BEGIN

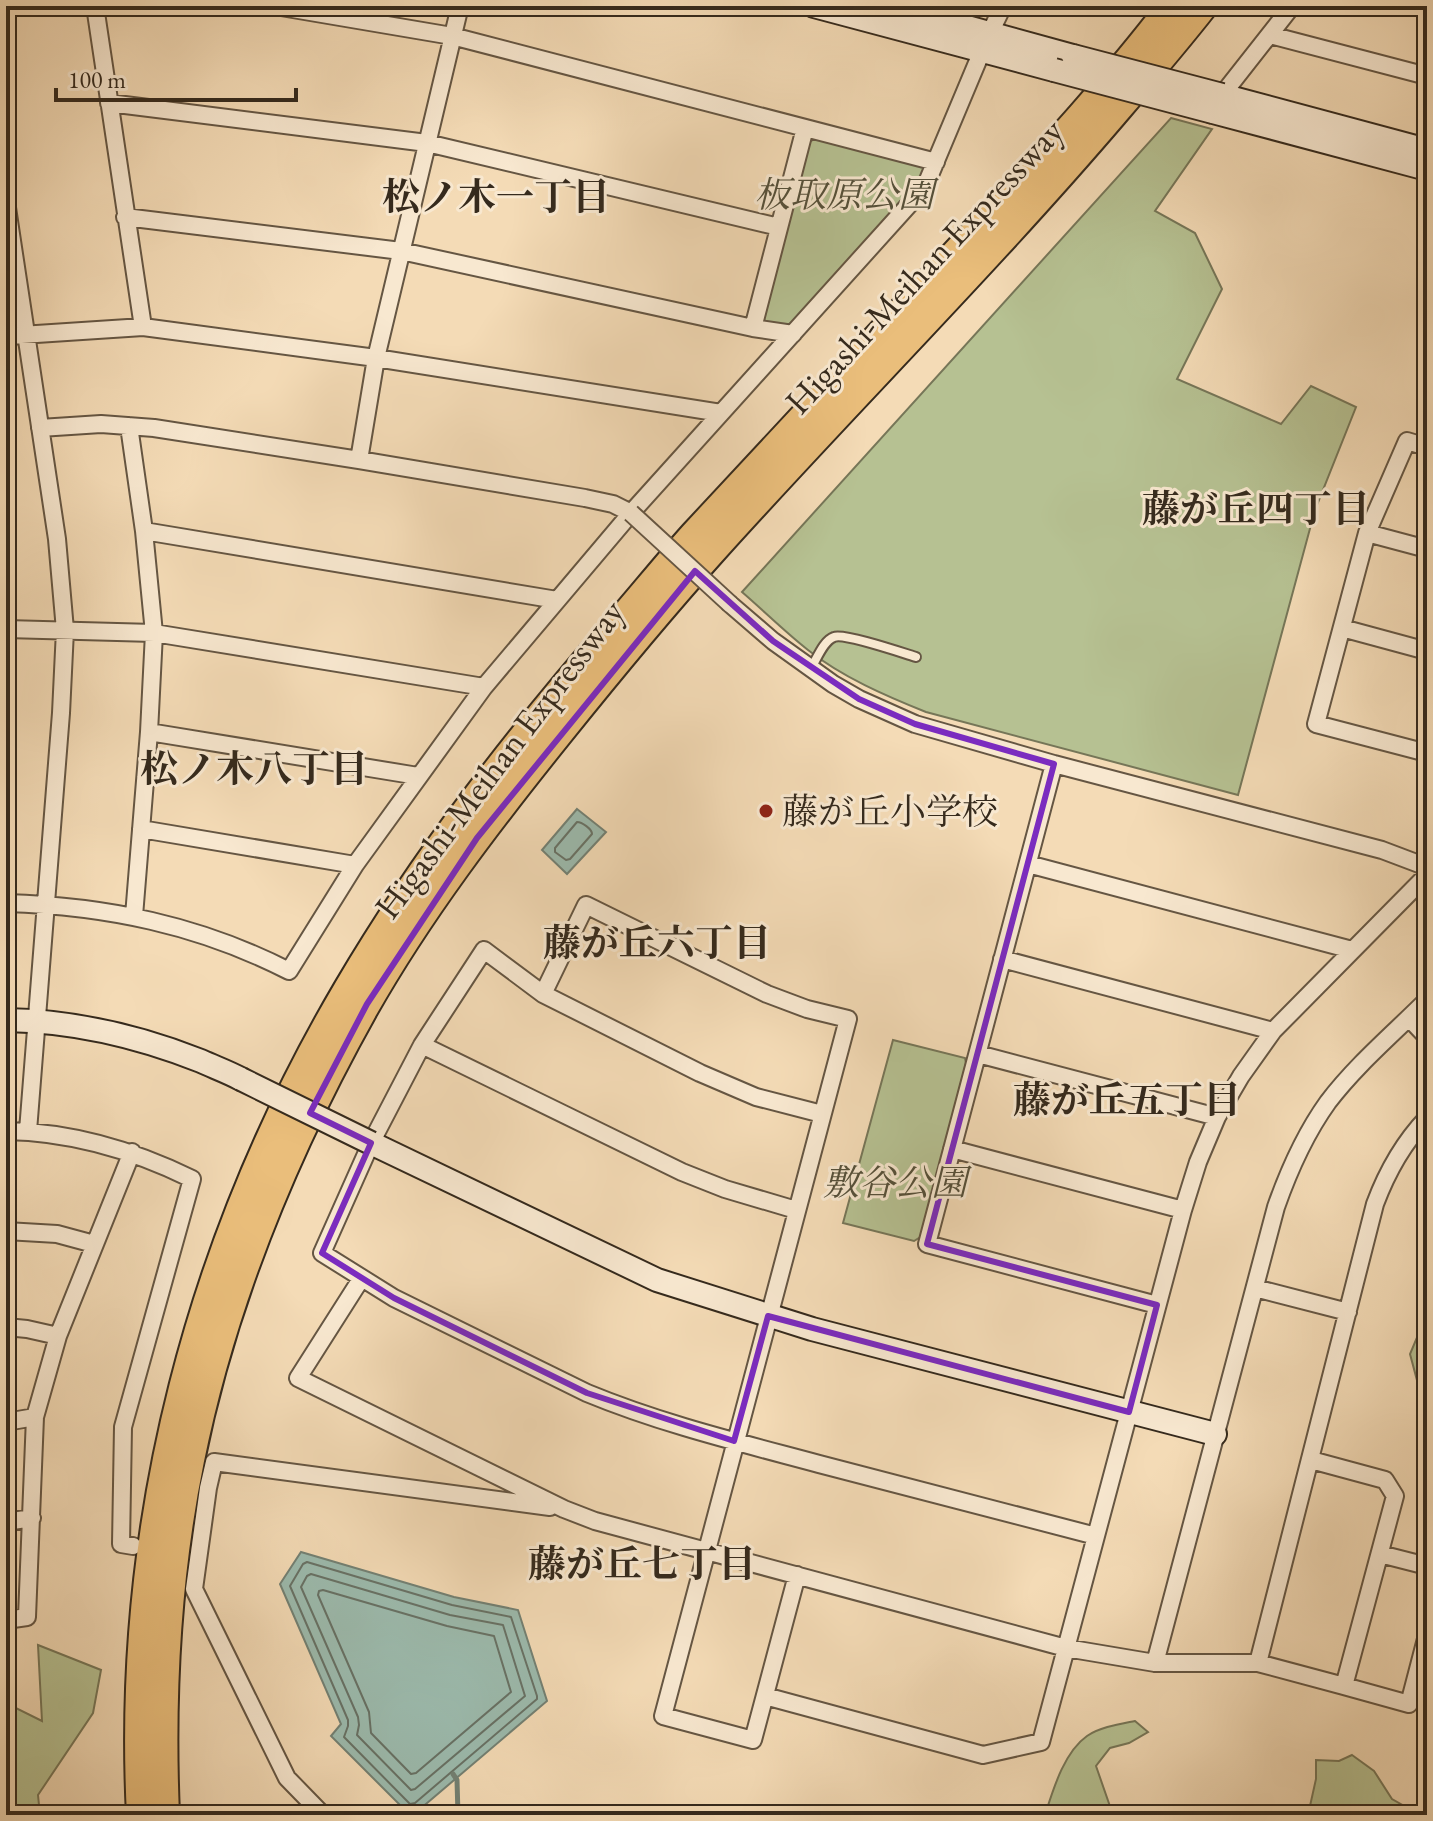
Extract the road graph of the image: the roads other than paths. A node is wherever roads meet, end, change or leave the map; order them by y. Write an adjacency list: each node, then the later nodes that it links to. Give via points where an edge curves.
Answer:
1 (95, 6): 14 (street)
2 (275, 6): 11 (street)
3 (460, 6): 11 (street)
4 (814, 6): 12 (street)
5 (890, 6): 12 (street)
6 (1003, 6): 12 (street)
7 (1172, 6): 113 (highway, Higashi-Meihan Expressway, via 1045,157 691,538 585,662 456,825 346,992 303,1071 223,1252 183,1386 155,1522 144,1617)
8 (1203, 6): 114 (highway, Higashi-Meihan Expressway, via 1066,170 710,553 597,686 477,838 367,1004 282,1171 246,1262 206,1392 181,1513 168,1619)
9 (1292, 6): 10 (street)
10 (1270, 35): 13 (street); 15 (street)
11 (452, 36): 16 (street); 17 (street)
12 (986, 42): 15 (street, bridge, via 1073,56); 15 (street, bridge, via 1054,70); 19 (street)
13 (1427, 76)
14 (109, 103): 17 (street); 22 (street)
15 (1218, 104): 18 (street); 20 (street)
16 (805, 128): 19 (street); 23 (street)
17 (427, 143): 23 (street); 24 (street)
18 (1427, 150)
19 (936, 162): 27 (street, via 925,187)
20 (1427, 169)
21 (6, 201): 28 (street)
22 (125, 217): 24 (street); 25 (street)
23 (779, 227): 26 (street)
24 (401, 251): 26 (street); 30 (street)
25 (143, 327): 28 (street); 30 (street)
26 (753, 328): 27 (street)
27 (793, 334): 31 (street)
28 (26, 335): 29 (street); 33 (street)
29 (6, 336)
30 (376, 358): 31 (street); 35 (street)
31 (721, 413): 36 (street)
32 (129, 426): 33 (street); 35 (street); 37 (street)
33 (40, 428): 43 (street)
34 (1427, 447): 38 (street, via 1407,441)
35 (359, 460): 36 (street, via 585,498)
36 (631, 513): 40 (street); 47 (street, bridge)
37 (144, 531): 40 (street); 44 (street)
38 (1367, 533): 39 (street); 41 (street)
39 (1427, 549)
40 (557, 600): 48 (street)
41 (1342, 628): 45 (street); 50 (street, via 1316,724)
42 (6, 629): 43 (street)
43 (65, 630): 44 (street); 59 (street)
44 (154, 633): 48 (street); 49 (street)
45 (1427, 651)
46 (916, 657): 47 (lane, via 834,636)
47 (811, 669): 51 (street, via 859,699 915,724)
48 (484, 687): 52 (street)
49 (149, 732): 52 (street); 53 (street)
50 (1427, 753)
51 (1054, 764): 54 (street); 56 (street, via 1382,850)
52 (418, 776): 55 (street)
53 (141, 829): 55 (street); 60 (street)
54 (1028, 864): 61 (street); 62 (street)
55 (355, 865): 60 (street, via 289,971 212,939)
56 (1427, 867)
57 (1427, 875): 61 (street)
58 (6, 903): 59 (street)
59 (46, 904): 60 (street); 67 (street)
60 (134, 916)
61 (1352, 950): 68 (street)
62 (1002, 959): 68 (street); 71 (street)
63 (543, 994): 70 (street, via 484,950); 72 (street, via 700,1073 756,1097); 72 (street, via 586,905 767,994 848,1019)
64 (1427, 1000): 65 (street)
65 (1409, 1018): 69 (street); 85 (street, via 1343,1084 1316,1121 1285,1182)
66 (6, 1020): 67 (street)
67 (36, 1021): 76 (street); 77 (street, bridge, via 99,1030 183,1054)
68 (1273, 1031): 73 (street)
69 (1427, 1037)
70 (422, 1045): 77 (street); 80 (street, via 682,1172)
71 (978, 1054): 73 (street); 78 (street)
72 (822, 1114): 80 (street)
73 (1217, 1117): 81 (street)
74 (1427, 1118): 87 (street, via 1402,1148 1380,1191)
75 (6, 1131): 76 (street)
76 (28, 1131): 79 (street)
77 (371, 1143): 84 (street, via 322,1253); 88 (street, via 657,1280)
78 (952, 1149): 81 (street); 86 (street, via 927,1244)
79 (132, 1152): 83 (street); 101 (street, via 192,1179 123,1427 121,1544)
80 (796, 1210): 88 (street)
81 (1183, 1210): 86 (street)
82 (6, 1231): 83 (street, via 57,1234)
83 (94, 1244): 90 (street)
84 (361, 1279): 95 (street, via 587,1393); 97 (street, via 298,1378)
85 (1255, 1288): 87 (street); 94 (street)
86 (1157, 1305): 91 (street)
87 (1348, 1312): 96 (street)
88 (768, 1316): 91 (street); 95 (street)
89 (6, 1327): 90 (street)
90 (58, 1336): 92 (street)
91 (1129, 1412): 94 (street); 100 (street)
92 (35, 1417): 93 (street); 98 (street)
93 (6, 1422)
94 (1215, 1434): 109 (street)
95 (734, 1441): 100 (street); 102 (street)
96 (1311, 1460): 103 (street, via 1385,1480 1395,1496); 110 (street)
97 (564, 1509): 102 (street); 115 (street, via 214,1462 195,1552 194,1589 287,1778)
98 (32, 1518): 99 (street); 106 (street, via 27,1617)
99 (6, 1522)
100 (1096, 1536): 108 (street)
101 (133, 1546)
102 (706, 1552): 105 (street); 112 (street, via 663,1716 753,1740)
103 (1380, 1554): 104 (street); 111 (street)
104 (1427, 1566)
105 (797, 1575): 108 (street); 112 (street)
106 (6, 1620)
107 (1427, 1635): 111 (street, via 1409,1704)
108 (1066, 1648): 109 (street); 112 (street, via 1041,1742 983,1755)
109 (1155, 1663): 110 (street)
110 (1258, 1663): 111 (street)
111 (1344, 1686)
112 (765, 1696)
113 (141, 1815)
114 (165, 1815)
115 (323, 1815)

END

* [PROMPT]
Each line above is to be copied verbatim. Drop any image from the copy.

* [OUTPUT OF THE TASK]
Extract the road graph of the image: the roads other than paths. A node is wherever roads meet, end, change or leave the map; order them by y. Write an adjacency list: each node, then the later nodes that it links to. Give via points where an edge curves.
Answer:
1 (95, 6): 14 (street)
2 (275, 6): 11 (street)
3 (460, 6): 11 (street)
4 (814, 6): 12 (street)
5 (890, 6): 12 (street)
6 (1003, 6): 12 (street)
7 (1172, 6): 113 (highway, Higashi-Meihan Expressway, via 1045,157 691,538 585,662 456,825 346,992 303,1071 223,1252 183,1386 155,1522 144,1617)
8 (1203, 6): 114 (highway, Higashi-Meihan Expressway, via 1066,170 710,553 597,686 477,838 367,1004 282,1171 246,1262 206,1392 181,1513 168,1619)
9 (1292, 6): 10 (street)
10 (1270, 35): 13 (street); 15 (street)
11 (452, 36): 16 (street); 17 (street)
12 (986, 42): 15 (street, bridge, via 1073,56); 15 (street, bridge, via 1054,70); 19 (street)
13 (1427, 76)
14 (109, 103): 17 (street); 22 (street)
15 (1218, 104): 18 (street); 20 (street)
16 (805, 128): 19 (street); 23 (street)
17 (427, 143): 23 (street); 24 (street)
18 (1427, 150)
19 (936, 162): 27 (street, via 925,187)
20 (1427, 169)
21 (6, 201): 28 (street)
22 (125, 217): 24 (street); 25 (street)
23 (779, 227): 26 (street)
24 (401, 251): 26 (street); 30 (street)
25 (143, 327): 28 (street); 30 (street)
26 (753, 328): 27 (street)
27 (793, 334): 31 (street)
28 (26, 335): 29 (street); 33 (street)
29 (6, 336)
30 (376, 358): 31 (street); 35 (street)
31 (721, 413): 36 (street)
32 (129, 426): 33 (street); 35 (street); 37 (street)
33 (40, 428): 43 (street)
34 (1427, 447): 38 (street, via 1407,441)
35 (359, 460): 36 (street, via 585,498)
36 (631, 513): 40 (street); 47 (street, bridge)
37 (144, 531): 40 (street); 44 (street)
38 (1367, 533): 39 (street); 41 (street)
39 (1427, 549)
40 (557, 600): 48 (street)
41 (1342, 628): 45 (street); 50 (street, via 1316,724)
42 (6, 629): 43 (street)
43 (65, 630): 44 (street); 59 (street)
44 (154, 633): 48 (street); 49 (street)
45 (1427, 651)
46 (916, 657): 47 (lane, via 834,636)
47 (811, 669): 51 (street, via 859,699 915,724)
48 (484, 687): 52 (street)
49 (149, 732): 52 (street); 53 (street)
50 (1427, 753)
51 (1054, 764): 54 (street); 56 (street, via 1382,850)
52 (418, 776): 55 (street)
53 (141, 829): 55 (street); 60 (street)
54 (1028, 864): 61 (street); 62 (street)
55 (355, 865): 60 (street, via 289,971 212,939)
56 (1427, 867)
57 (1427, 875): 61 (street)
58 (6, 903): 59 (street)
59 (46, 904): 60 (street); 67 (street)
60 (134, 916)
61 (1352, 950): 68 (street)
62 (1002, 959): 68 (street); 71 (street)
63 (543, 994): 70 (street, via 484,950); 72 (street, via 700,1073 756,1097); 72 (street, via 586,905 767,994 848,1019)
64 (1427, 1000): 65 (street)
65 (1409, 1018): 69 (street); 85 (street, via 1343,1084 1316,1121 1285,1182)
66 (6, 1020): 67 (street)
67 (36, 1021): 76 (street); 77 (street, bridge, via 99,1030 183,1054)
68 (1273, 1031): 73 (street)
69 (1427, 1037)
70 (422, 1045): 77 (street); 80 (street, via 682,1172)
71 (978, 1054): 73 (street); 78 (street)
72 (822, 1114): 80 (street)
73 (1217, 1117): 81 (street)
74 (1427, 1118): 87 (street, via 1402,1148 1380,1191)
75 (6, 1131): 76 (street)
76 (28, 1131): 79 (street)
77 (371, 1143): 84 (street, via 322,1253); 88 (street, via 657,1280)
78 (952, 1149): 81 (street); 86 (street, via 927,1244)
79 (132, 1152): 83 (street); 101 (street, via 192,1179 123,1427 121,1544)
80 (796, 1210): 88 (street)
81 (1183, 1210): 86 (street)
82 (6, 1231): 83 (street, via 57,1234)
83 (94, 1244): 90 (street)
84 (361, 1279): 95 (street, via 587,1393); 97 (street, via 298,1378)
85 (1255, 1288): 87 (street); 94 (street)
86 (1157, 1305): 91 (street)
87 (1348, 1312): 96 (street)
88 (768, 1316): 91 (street); 95 (street)
89 (6, 1327): 90 (street)
90 (58, 1336): 92 (street)
91 (1129, 1412): 94 (street); 100 (street)
92 (35, 1417): 93 (street); 98 (street)
93 (6, 1422)
94 (1215, 1434): 109 (street)
95 (734, 1441): 100 (street); 102 (street)
96 (1311, 1460): 103 (street, via 1385,1480 1395,1496); 110 (street)
97 (564, 1509): 102 (street); 115 (street, via 214,1462 195,1552 194,1589 287,1778)
98 (32, 1518): 99 (street); 106 (street, via 27,1617)
99 (6, 1522)
100 (1096, 1536): 108 (street)
101 (133, 1546)
102 (706, 1552): 105 (street); 112 (street, via 663,1716 753,1740)
103 (1380, 1554): 104 (street); 111 (street)
104 (1427, 1566)
105 (797, 1575): 108 (street); 112 (street)
106 (6, 1620)
107 (1427, 1635): 111 (street, via 1409,1704)
108 (1066, 1648): 109 (street); 112 (street, via 1041,1742 983,1755)
109 (1155, 1663): 110 (street)
110 (1258, 1663): 111 (street)
111 (1344, 1686)
112 (765, 1696)
113 (141, 1815)
114 (165, 1815)
115 (323, 1815)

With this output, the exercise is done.